:: What is needed ::
If an entry includes an image, drop the image and copy the rest verbatim.

:: The input ::
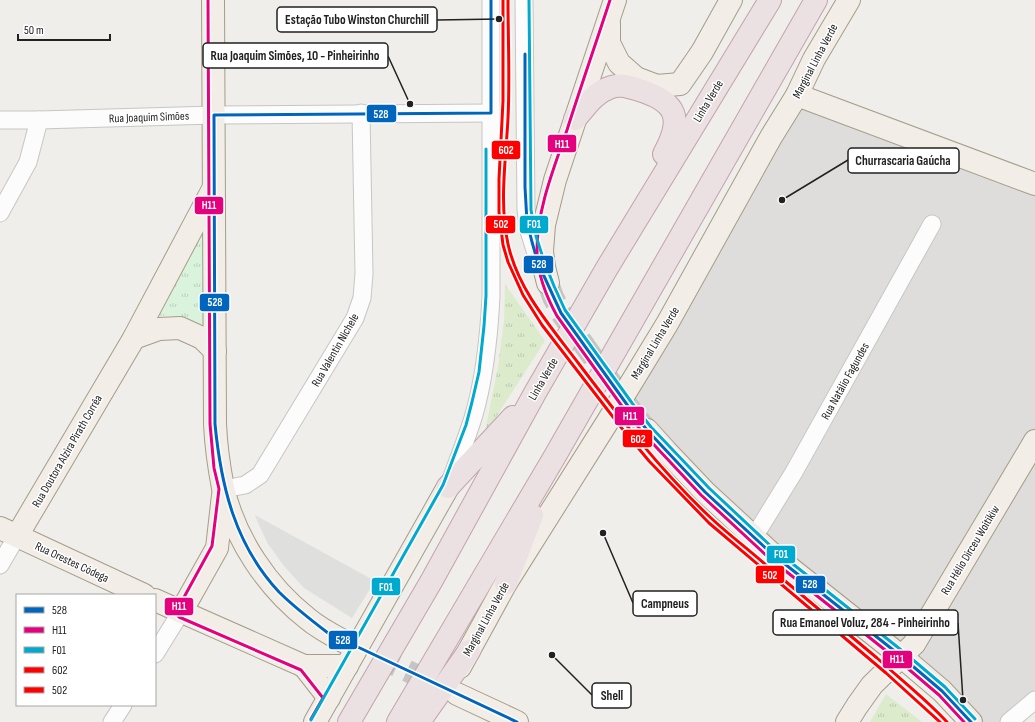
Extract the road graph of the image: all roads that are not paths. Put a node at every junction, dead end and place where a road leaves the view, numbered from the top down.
1 (213, 0) edge
2 (491, 0) edge
3 (524, 0) edge
4 (615, 0) edge
5 (731, 0) edge
6 (770, 0) edge
7 (816, 0) edge
8 (849, 0) edge
9 (608, 20) junction
10 (797, 95) junction
11 (361, 113) junction
12 (491, 113) junction
13 (214, 115) junction
14 (575, 119) junction
15 (0, 120) edge
16 (39, 120) junction
17 (1035, 184) edge
18 (214, 188) junction
19 (0, 213) edge
20 (932, 224) dead end
21 (607, 268) junction
22 (548, 283) joint
23 (134, 338) junction
24 (215, 351) junction
25 (535, 392) junction
26 (647, 430) tunnel mouth
27 (1035, 441) edge
28 (555, 456) junction
29 (448, 487) junction
30 (224, 489) junction
31 (8, 532) edge
32 (754, 537) junction
33 (246, 546) junction
34 (217, 548) junction
35 (0, 565) edge
36 (506, 583) junction
37 (142, 594) edge
38 (156, 600) edge
39 (181, 612) junction
40 (347, 643) tunnel mouth
41 (469, 651) junction
42 (156, 652) edge
43 (902, 657) junction
44 (304, 666) junction
45 (348, 666) junction
46 (457, 694) tunnel mouth
47 (329, 698) junction
48 (1035, 700) edge
49 (122, 706) edge
50 (112, 722) edge
51 (315, 722) edge
52 (349, 722) edge
53 (398, 722) edge
54 (419, 722) edge
55 (429, 722) edge
56 (516, 722) edge
57 (847, 722) edge
58 (971, 722) edge
59 (1009, 722) edge

1 - 13 main road
2 - 12 street
3 - 22 street
4 - 9 main road
5 - 9 main road
6 - 21 highway, Linha Verde
7 - 28 highway
8 - 10 main road, Marginal Linha Verde
9 - 14 main road
10 - 17 main road
10 - 36 main road, Marginal Linha Verde
11 - 12 street, Rua Joaquim Simões
11 - 13 street, Rua Joaquim Simões
11 - 30 street, Rua Valentin Nichele
12 - 29 street
13 - 16 street, Rua Joaquim Simões
13 - 18 main road
14 - 21 highway
14 - 22 main road
15 - 16 street, Rua Joaquim Simões
16 - 19 street
18 - 23 main road, Rua Doutora Alzira Pirath Corrêa
18 - 24 main road
20 - 32 street, Rua Natálio Fagundes
21 - 25 highway, Linha Verde
23 - 24 main road
23 - 31 main road, Rua Doutora Alzira Pirath Corrêa
24 - 30 main road
25 - 29 highway
25 - 52 highway, Linha Verde
26 - 32 main road
27 - 43 main road, Rua Hélio Dirceu Woitikiw
28 - 36 highway
28 - 53 highway
29 - 45 main road
30 - 33 main road
30 - 34 main road
31 - 35 street, Rua Doutora Alzira Pirath Corrêa
31 - 37 main road, Rua Orestes Códega
32 - 43 main road
33 - 34 main road
33 - 40 main road
34 - 39 main road
36 - 41 main road, Marginal Linha Verde
38 - 39 main road
39 - 42 street
39 - 44 main road
41 - 54 highway
41 - 55 main road, Marginal Linha Verde
43 - 57 main road, Rua Hélio Dirceu Woitikiw
43 - 58 main road
44 - 45 main road
44 - 47 main road
45 - 47 main road
46 - 56 main road
47 - 51 main road
48 - 59 street
49 - 50 street

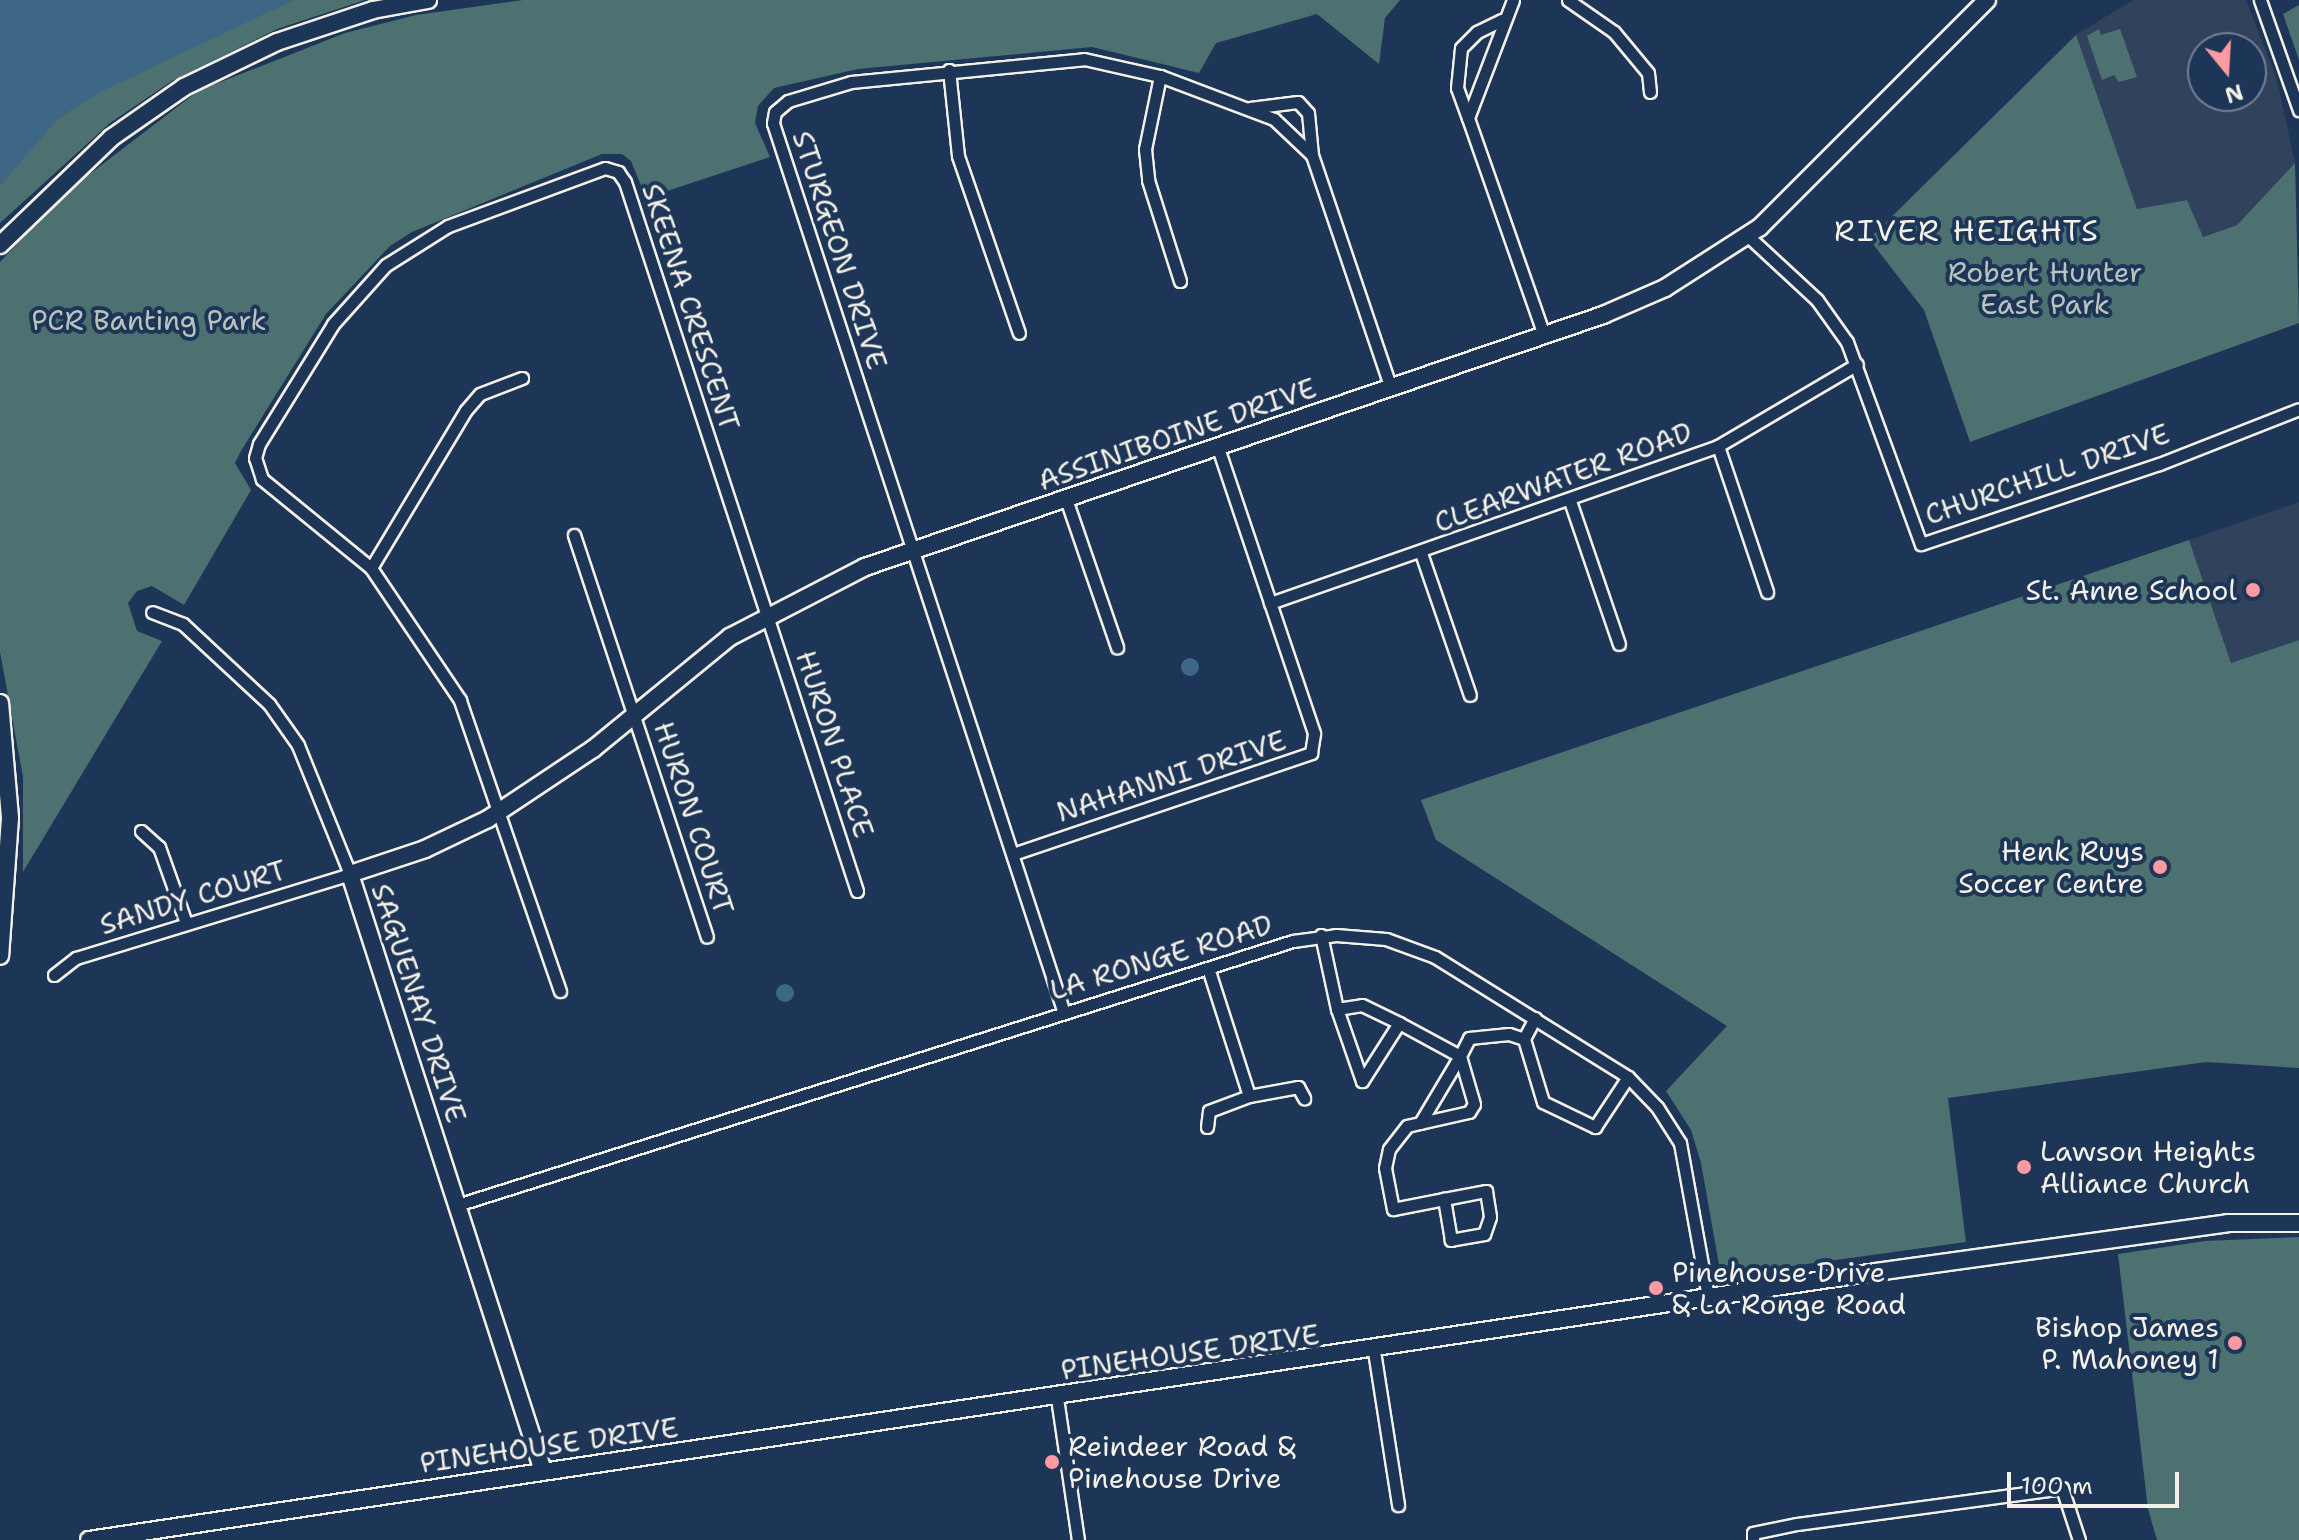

:: Problem solution ::
Extract the road graph of the image: all roads that are not paths. Put a node at every junction, dead end and place where a road leaves the view, numbered from the top down.
1 (213, 0) edge
2 (491, 0) edge
3 (524, 0) edge
4 (615, 0) edge
5 (731, 0) edge
6 (770, 0) edge
7 (816, 0) edge
8 (849, 0) edge
9 (608, 20) junction
10 (797, 95) junction
11 (361, 113) junction
12 (491, 113) junction
13 (214, 115) junction
14 (575, 119) junction
15 (0, 120) edge
16 (39, 120) junction
17 (1035, 184) edge
18 (214, 188) junction
19 (0, 213) edge
20 (932, 224) dead end
21 (607, 268) junction
22 (548, 283) joint
23 (134, 338) junction
24 (215, 351) junction
25 (535, 392) junction
26 (647, 430) tunnel mouth
27 (1035, 441) edge
28 (555, 456) junction
29 (448, 487) junction
30 (224, 489) junction
31 (8, 532) edge
32 (754, 537) junction
33 (246, 546) junction
34 (217, 548) junction
35 (0, 565) edge
36 (506, 583) junction
37 (142, 594) edge
38 (156, 600) edge
39 (181, 612) junction
40 (347, 643) tunnel mouth
41 (469, 651) junction
42 (156, 652) edge
43 (902, 657) junction
44 (304, 666) junction
45 (348, 666) junction
46 (457, 694) tunnel mouth
47 (329, 698) junction
48 (1035, 700) edge
49 (122, 706) edge
50 (112, 722) edge
51 (315, 722) edge
52 (349, 722) edge
53 (398, 722) edge
54 (419, 722) edge
55 (429, 722) edge
56 (516, 722) edge
57 (847, 722) edge
58 (971, 722) edge
59 (1009, 722) edge

1 - 13 main road
2 - 12 street
3 - 22 street
4 - 9 main road
5 - 9 main road
6 - 21 highway, Linha Verde
7 - 28 highway
8 - 10 main road, Marginal Linha Verde
9 - 14 main road
10 - 17 main road
10 - 36 main road, Marginal Linha Verde
11 - 12 street, Rua Joaquim Simões
11 - 13 street, Rua Joaquim Simões
11 - 30 street, Rua Valentin Nichele
12 - 29 street
13 - 16 street, Rua Joaquim Simões
13 - 18 main road
14 - 21 highway
14 - 22 main road
15 - 16 street, Rua Joaquim Simões
16 - 19 street
18 - 23 main road, Rua Doutora Alzira Pirath Corrêa
18 - 24 main road
20 - 32 street, Rua Natálio Fagundes
21 - 25 highway, Linha Verde
23 - 24 main road
23 - 31 main road, Rua Doutora Alzira Pirath Corrêa
24 - 30 main road
25 - 29 highway
25 - 52 highway, Linha Verde
26 - 32 main road
27 - 43 main road, Rua Hélio Dirceu Woitikiw
28 - 36 highway
28 - 53 highway
29 - 45 main road
30 - 33 main road
30 - 34 main road
31 - 35 street, Rua Doutora Alzira Pirath Corrêa
31 - 37 main road, Rua Orestes Códega
32 - 43 main road
33 - 34 main road
33 - 40 main road
34 - 39 main road
36 - 41 main road, Marginal Linha Verde
38 - 39 main road
39 - 42 street
39 - 44 main road
41 - 54 highway
41 - 55 main road, Marginal Linha Verde
43 - 57 main road, Rua Hélio Dirceu Woitikiw
43 - 58 main road
44 - 45 main road
44 - 47 main road
45 - 47 main road
46 - 56 main road
47 - 51 main road
48 - 59 street
49 - 50 street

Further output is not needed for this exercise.